+++ Dataset records +++

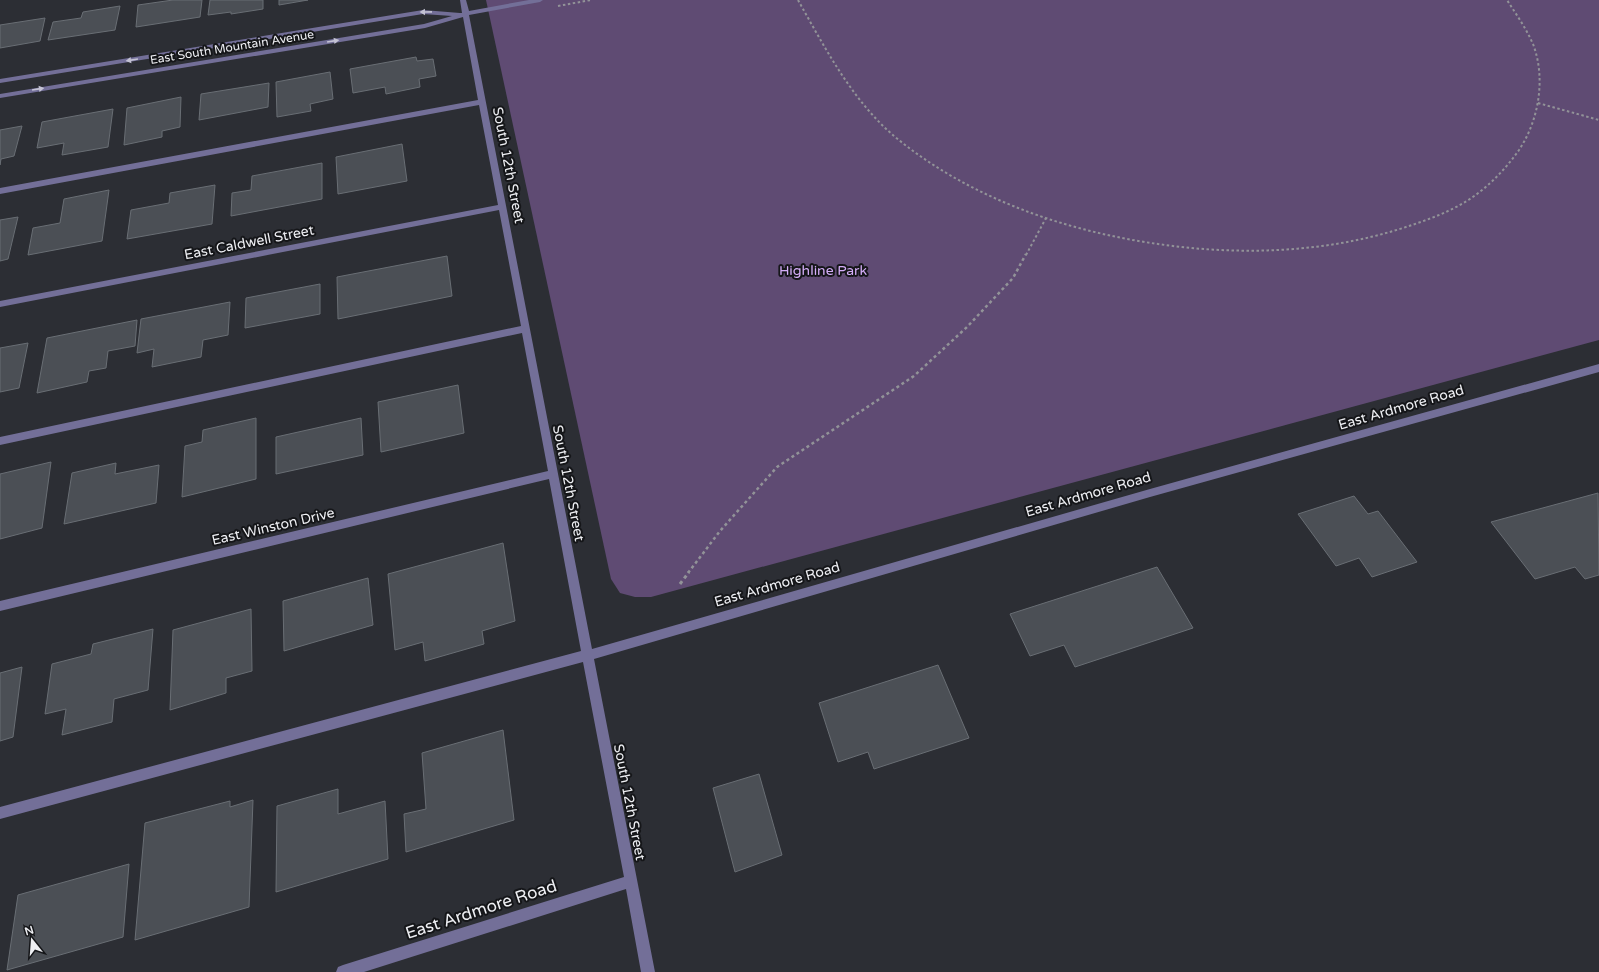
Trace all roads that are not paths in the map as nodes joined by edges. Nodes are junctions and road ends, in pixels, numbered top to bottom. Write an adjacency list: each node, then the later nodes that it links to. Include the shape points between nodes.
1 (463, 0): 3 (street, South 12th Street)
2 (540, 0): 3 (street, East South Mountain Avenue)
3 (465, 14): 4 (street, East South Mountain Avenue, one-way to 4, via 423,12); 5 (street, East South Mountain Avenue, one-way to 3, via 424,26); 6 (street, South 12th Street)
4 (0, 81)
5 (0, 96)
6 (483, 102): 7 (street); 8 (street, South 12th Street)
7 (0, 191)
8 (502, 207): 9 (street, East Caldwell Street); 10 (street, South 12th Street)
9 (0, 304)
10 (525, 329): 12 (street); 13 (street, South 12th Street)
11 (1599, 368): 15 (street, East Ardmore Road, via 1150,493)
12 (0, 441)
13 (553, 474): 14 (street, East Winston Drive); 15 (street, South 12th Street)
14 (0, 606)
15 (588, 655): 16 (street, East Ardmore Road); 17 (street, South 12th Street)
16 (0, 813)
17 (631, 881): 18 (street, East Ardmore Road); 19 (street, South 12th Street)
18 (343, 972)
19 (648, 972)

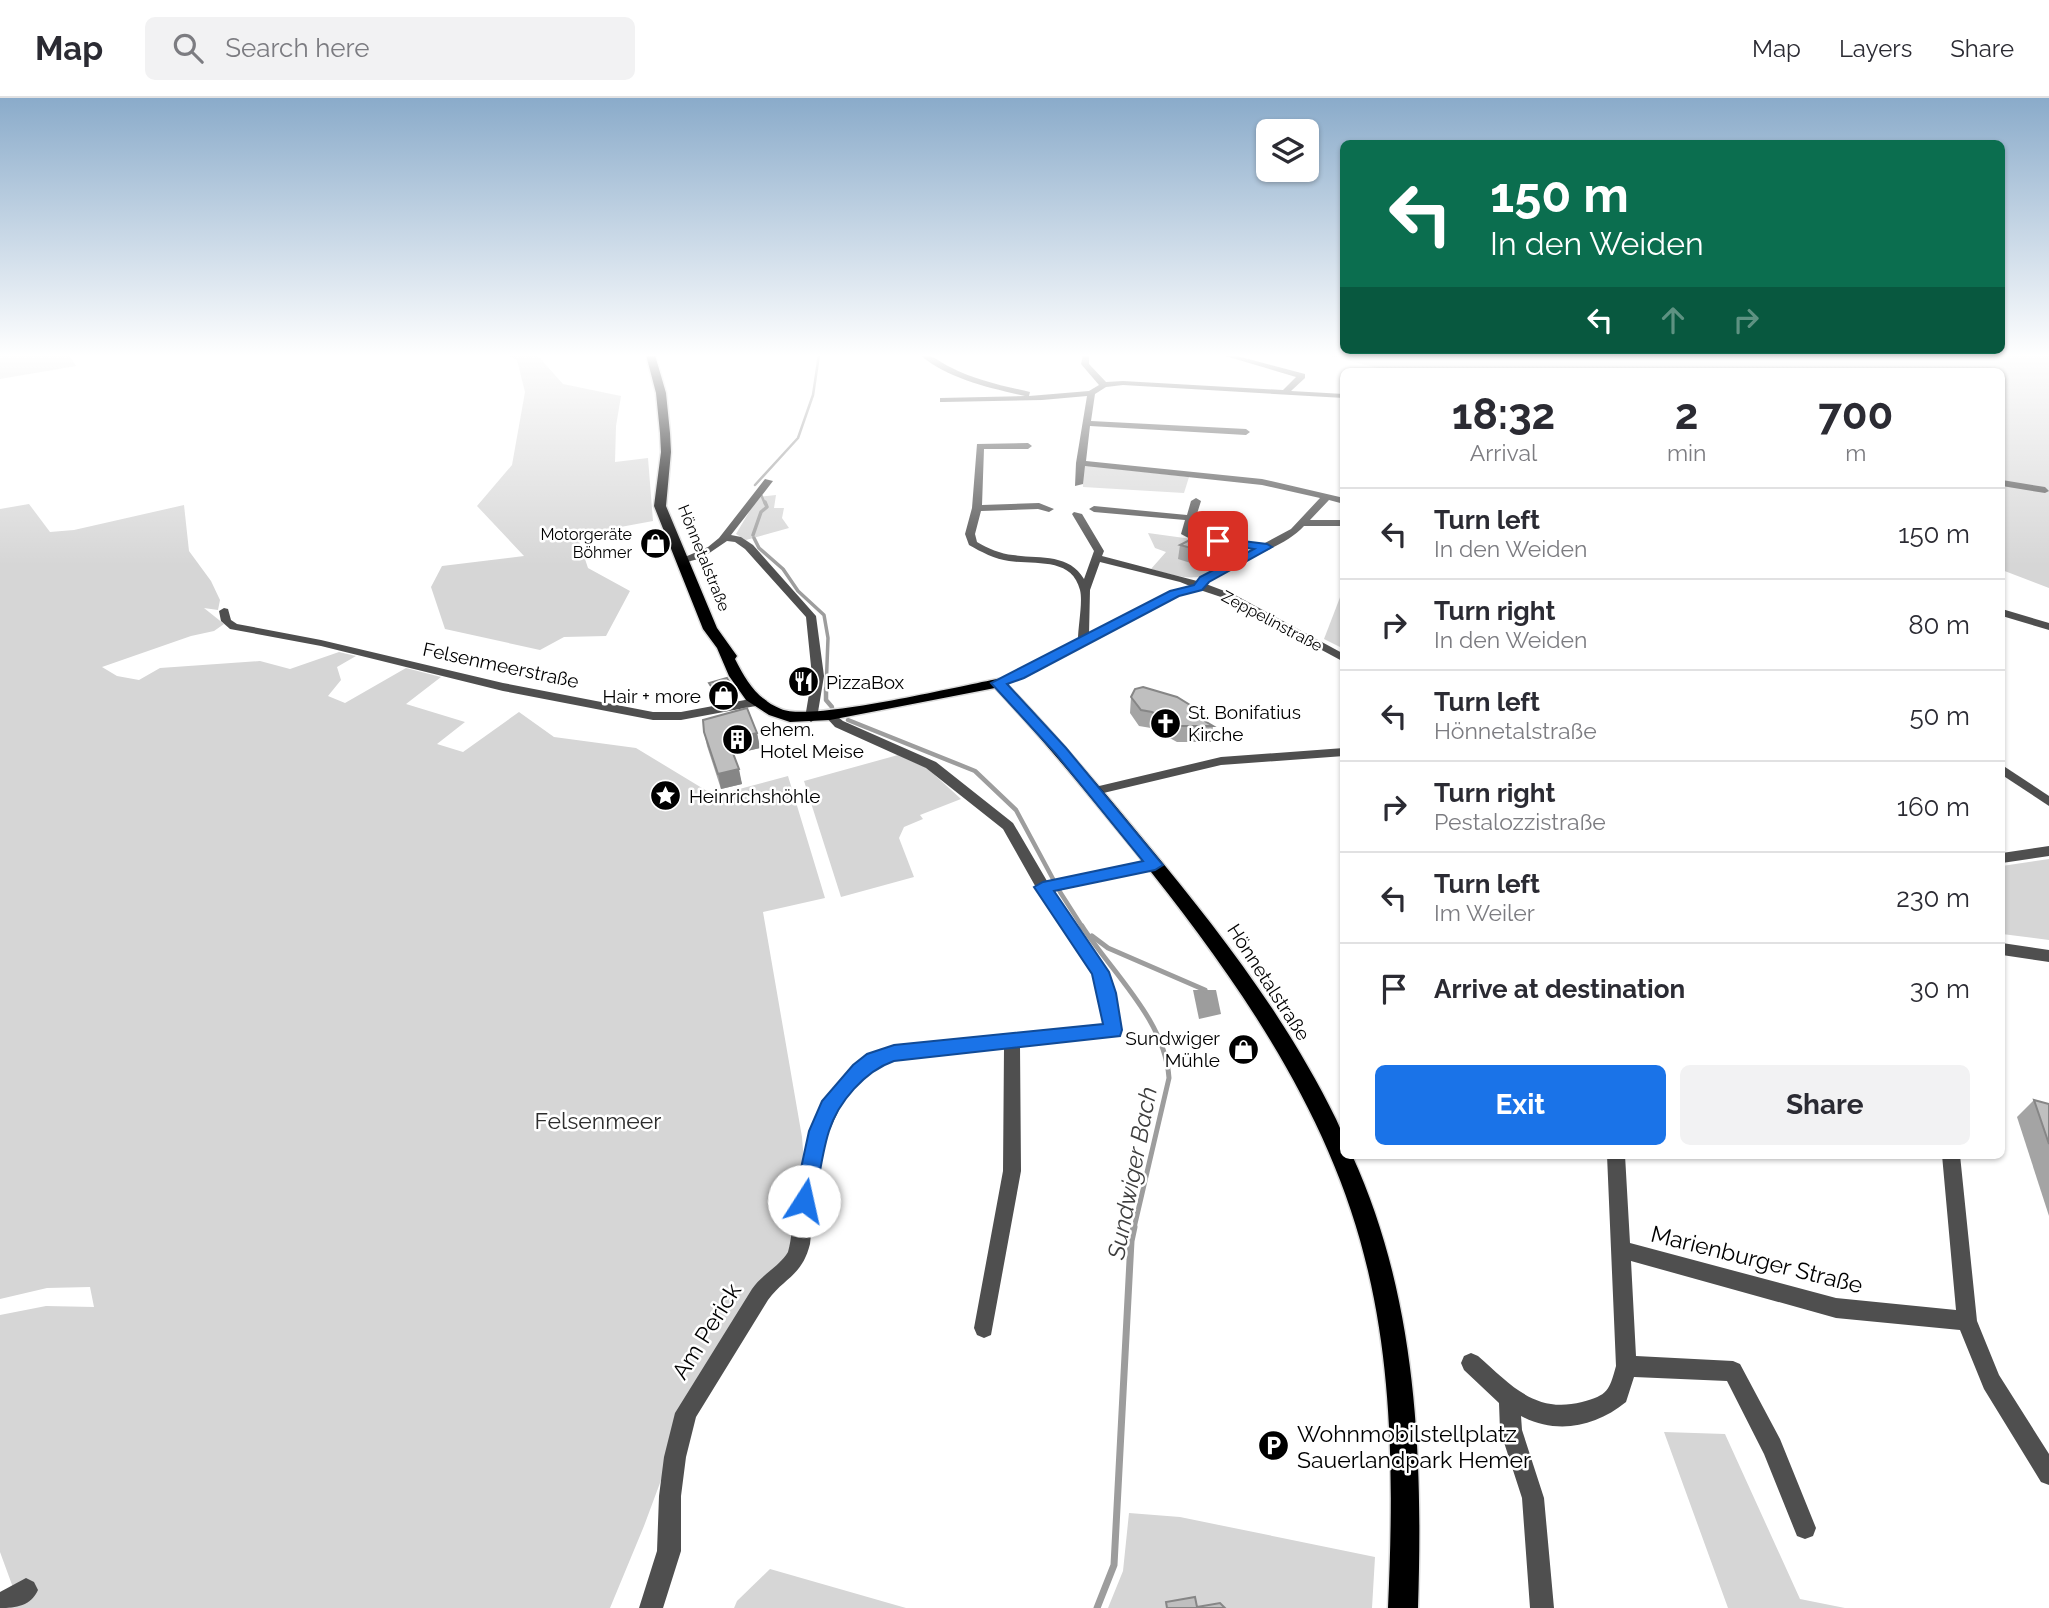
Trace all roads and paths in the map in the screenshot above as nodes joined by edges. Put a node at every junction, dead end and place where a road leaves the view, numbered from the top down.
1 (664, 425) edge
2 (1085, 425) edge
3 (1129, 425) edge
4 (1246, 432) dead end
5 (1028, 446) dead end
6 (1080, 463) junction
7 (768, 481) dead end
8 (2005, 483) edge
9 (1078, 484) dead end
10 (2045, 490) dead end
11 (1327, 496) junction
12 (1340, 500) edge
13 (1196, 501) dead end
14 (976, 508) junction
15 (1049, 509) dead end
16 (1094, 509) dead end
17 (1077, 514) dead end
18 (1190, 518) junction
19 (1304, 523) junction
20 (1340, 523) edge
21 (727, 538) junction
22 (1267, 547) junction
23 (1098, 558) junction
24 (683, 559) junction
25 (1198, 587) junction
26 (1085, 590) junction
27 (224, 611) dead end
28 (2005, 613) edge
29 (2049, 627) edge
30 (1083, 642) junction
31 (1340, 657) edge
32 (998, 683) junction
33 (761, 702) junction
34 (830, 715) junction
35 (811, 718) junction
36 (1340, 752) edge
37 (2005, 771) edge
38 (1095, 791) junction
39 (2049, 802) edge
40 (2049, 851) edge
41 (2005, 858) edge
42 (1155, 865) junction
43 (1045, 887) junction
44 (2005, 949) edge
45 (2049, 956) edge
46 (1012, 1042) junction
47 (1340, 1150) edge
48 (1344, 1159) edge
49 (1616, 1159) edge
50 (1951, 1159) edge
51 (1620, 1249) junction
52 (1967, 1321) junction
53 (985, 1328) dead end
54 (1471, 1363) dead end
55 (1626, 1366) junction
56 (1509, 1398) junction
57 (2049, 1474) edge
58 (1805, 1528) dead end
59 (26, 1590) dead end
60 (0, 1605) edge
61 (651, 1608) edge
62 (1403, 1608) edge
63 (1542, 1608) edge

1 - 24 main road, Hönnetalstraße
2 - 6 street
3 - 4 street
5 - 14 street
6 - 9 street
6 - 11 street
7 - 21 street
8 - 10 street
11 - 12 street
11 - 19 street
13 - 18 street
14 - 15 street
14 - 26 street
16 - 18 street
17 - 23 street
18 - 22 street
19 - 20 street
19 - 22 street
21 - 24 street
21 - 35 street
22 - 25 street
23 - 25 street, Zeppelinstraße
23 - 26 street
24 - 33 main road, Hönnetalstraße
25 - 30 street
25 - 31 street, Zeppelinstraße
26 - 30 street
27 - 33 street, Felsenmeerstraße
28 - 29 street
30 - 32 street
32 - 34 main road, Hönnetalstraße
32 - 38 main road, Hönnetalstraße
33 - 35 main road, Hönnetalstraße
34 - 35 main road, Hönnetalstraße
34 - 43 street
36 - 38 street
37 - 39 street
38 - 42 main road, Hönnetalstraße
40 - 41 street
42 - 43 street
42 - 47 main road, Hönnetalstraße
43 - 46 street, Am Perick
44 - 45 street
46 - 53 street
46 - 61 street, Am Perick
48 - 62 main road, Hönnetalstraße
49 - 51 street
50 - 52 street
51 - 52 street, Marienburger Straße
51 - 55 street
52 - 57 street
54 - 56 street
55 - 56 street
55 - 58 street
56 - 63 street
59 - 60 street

+++

● Work order:
Copy out the listing above in full and leave out its pictures.

● Task response:
Trace all roads that are not paths in the map as nodes joined by edges. Nodes are junctions and road ends, in pixels, numbered top to bottom. Write an adjacency list: each node, then the later nodes that it links to. Include the shape points between nodes.
1 (463, 0): 3 (street, South 12th Street)
2 (540, 0): 3 (street, East South Mountain Avenue)
3 (465, 14): 4 (street, East South Mountain Avenue, one-way to 4, via 423,12); 5 (street, East South Mountain Avenue, one-way to 3, via 424,26); 6 (street, South 12th Street)
4 (0, 81)
5 (0, 96)
6 (483, 102): 7 (street); 8 (street, South 12th Street)
7 (0, 191)
8 (502, 207): 9 (street, East Caldwell Street); 10 (street, South 12th Street)
9 (0, 304)
10 (525, 329): 12 (street); 13 (street, South 12th Street)
11 (1599, 368): 15 (street, East Ardmore Road, via 1150,493)
12 (0, 441)
13 (553, 474): 14 (street, East Winston Drive); 15 (street, South 12th Street)
14 (0, 606)
15 (588, 655): 16 (street, East Ardmore Road); 17 (street, South 12th Street)
16 (0, 813)
17 (631, 881): 18 (street, East Ardmore Road); 19 (street, South 12th Street)
18 (343, 972)
19 (648, 972)

Trace all roads and paths in the map in the screenshot above as nodes joined by edges. Put a node at every junction, dead end and place where a road leaves the view, numbered from the top down.
1 (664, 425) edge
2 (1085, 425) edge
3 (1129, 425) edge
4 (1246, 432) dead end
5 (1028, 446) dead end
6 (1080, 463) junction
7 (768, 481) dead end
8 (2005, 483) edge
9 (1078, 484) dead end
10 (2045, 490) dead end
11 (1327, 496) junction
12 (1340, 500) edge
13 (1196, 501) dead end
14 (976, 508) junction
15 (1049, 509) dead end
16 (1094, 509) dead end
17 (1077, 514) dead end
18 (1190, 518) junction
19 (1304, 523) junction
20 (1340, 523) edge
21 (727, 538) junction
22 (1267, 547) junction
23 (1098, 558) junction
24 (683, 559) junction
25 (1198, 587) junction
26 (1085, 590) junction
27 (224, 611) dead end
28 (2005, 613) edge
29 (2049, 627) edge
30 (1083, 642) junction
31 (1340, 657) edge
32 (998, 683) junction
33 (761, 702) junction
34 (830, 715) junction
35 (811, 718) junction
36 (1340, 752) edge
37 (2005, 771) edge
38 (1095, 791) junction
39 (2049, 802) edge
40 (2049, 851) edge
41 (2005, 858) edge
42 (1155, 865) junction
43 (1045, 887) junction
44 (2005, 949) edge
45 (2049, 956) edge
46 (1012, 1042) junction
47 (1340, 1150) edge
48 (1344, 1159) edge
49 (1616, 1159) edge
50 (1951, 1159) edge
51 (1620, 1249) junction
52 (1967, 1321) junction
53 (985, 1328) dead end
54 (1471, 1363) dead end
55 (1626, 1366) junction
56 (1509, 1398) junction
57 (2049, 1474) edge
58 (1805, 1528) dead end
59 (26, 1590) dead end
60 (0, 1605) edge
61 (651, 1608) edge
62 (1403, 1608) edge
63 (1542, 1608) edge

1 - 24 main road, Hönnetalstraße
2 - 6 street
3 - 4 street
5 - 14 street
6 - 9 street
6 - 11 street
7 - 21 street
8 - 10 street
11 - 12 street
11 - 19 street
13 - 18 street
14 - 15 street
14 - 26 street
16 - 18 street
17 - 23 street
18 - 22 street
19 - 20 street
19 - 22 street
21 - 24 street
21 - 35 street
22 - 25 street
23 - 25 street, Zeppelinstraße
23 - 26 street
24 - 33 main road, Hönnetalstraße
25 - 30 street
25 - 31 street, Zeppelinstraße
26 - 30 street
27 - 33 street, Felsenmeerstraße
28 - 29 street
30 - 32 street
32 - 34 main road, Hönnetalstraße
32 - 38 main road, Hönnetalstraße
33 - 35 main road, Hönnetalstraße
34 - 35 main road, Hönnetalstraße
34 - 43 street
36 - 38 street
37 - 39 street
38 - 42 main road, Hönnetalstraße
40 - 41 street
42 - 43 street
42 - 47 main road, Hönnetalstraße
43 - 46 street, Am Perick
44 - 45 street
46 - 53 street
46 - 61 street, Am Perick
48 - 62 main road, Hönnetalstraße
49 - 51 street
50 - 52 street
51 - 52 street, Marienburger Straße
51 - 55 street
52 - 57 street
54 - 56 street
55 - 56 street
55 - 58 street
56 - 63 street
59 - 60 street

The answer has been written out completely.